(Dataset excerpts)
····················

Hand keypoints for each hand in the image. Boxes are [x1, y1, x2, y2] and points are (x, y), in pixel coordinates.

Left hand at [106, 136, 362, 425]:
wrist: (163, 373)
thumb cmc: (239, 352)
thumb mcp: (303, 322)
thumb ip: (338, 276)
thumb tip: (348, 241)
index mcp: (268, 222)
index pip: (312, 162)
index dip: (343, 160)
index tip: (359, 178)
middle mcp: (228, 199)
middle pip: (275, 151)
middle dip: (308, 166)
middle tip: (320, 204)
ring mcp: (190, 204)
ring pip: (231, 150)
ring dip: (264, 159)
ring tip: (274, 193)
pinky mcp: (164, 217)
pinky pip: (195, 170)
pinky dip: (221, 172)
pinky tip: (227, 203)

····················

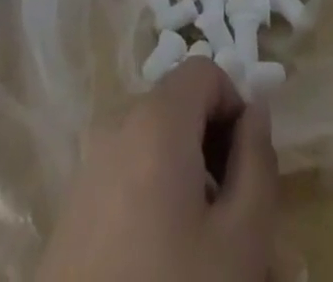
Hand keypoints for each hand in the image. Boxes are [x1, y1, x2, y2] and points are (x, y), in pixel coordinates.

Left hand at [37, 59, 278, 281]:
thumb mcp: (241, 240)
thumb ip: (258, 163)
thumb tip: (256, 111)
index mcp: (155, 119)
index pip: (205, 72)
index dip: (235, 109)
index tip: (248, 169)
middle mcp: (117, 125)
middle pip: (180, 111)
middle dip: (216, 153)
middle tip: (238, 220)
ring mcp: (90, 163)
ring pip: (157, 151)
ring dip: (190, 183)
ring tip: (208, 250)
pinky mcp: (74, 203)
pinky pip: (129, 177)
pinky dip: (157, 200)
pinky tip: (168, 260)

····················

» Exercise instructions
Show me all lines in the records that contain "ring".

» Expected answer
ring mcp: (190, 204)
ring pip: (231, 150)
ring dip: (264, 159)
ring tip: (274, 193)
ring mcp: (90, 163)
ring pip: (157, 151)
ring dip: (190, 183)
ring tip: (208, 250)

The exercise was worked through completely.